El Salvador is one of the best examples of why the current system of simply renewing MOUs is ineffective and inconsistent with the CPIA.  The absence of a significant legitimate market in the United States for El Salvadorian Prehispanic objects has apparently had little or no effect on looting in El Salvador.  If the past, and presumably current, submissions to this Committee are to be believed, United States import restrictions alone have not been effective in significantly curtailing looting in El Salvador.  The time has come for the Committee to explore new ways, within the confines of the CPIA, to render real assistance to countries like El Salvador. 

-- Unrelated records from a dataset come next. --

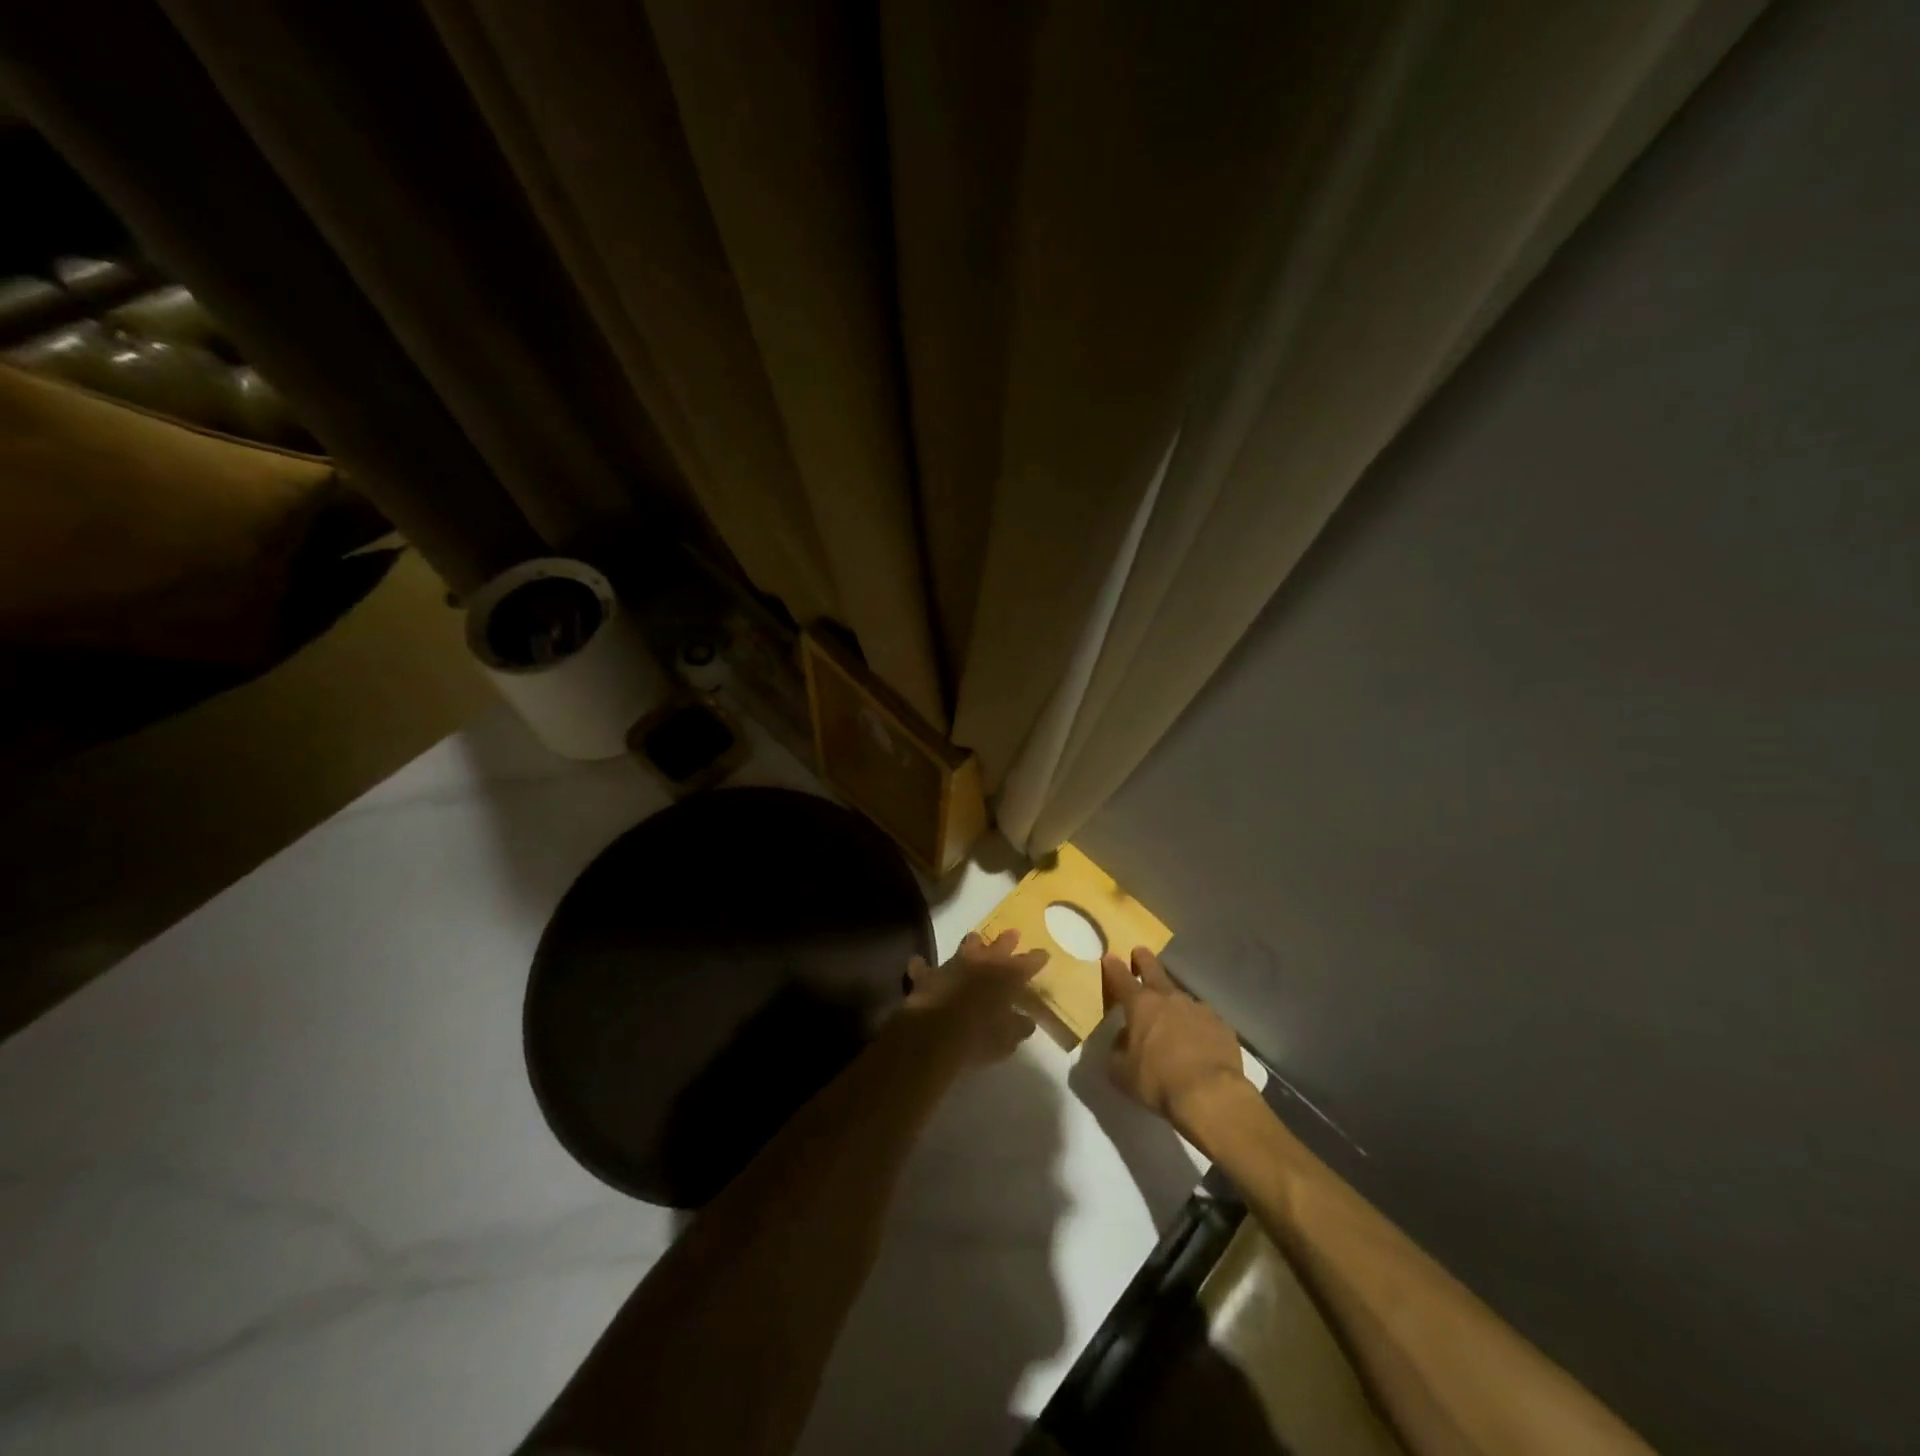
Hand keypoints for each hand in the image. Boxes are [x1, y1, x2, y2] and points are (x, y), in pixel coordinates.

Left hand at [904, 930, 1047, 1065]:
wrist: (936, 1032)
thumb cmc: (980, 1036)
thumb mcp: (1008, 1038)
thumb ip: (1018, 1027)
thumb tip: (1026, 1022)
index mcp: (1006, 976)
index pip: (1028, 963)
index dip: (1037, 958)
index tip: (1044, 954)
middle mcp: (981, 963)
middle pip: (998, 945)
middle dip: (1007, 940)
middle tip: (1013, 934)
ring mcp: (953, 965)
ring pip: (965, 946)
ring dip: (971, 944)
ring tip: (975, 939)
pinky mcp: (928, 976)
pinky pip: (923, 968)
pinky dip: (922, 967)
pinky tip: (919, 964)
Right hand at [1101, 946, 1250, 1125]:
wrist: (1210, 1094)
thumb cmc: (1158, 1081)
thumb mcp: (1122, 1073)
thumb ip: (1117, 1052)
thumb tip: (1122, 1041)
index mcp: (1140, 1005)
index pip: (1121, 978)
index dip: (1113, 967)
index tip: (1109, 956)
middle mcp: (1168, 998)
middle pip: (1154, 970)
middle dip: (1144, 960)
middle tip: (1140, 952)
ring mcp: (1198, 1008)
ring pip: (1181, 997)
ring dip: (1173, 1000)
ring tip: (1172, 1014)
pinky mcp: (1221, 1025)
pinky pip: (1204, 1019)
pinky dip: (1197, 1024)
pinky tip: (1199, 1040)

The AAMD does not suggest that it has all of the answers to this issue, but one can begin to identify those answers by admitting that simply repeating what has been done in the past is not likely to have any different result than what has occurred over the last 27 years.  In 2010, the AAMD recommended to this Committee that El Salvador be encouraged to begin a legal system of exchange of cultural property. This can be suggested under 19 U.S.C. § 2602(a)(4). Any such exchange should be taxed and the proceeds of that tax should be used to protect cultural sites and to encourage related employment by the local populations and the scientific exploration, storage and conservation of objects from those sites.  There may well be other approaches that reasonable people on all sides of these issues can recommend, but the first step needs to be taken by this Committee in acknowledging that new and different approaches must be taken if the archaeological record of a country like El Salvador is to be preserved and protected.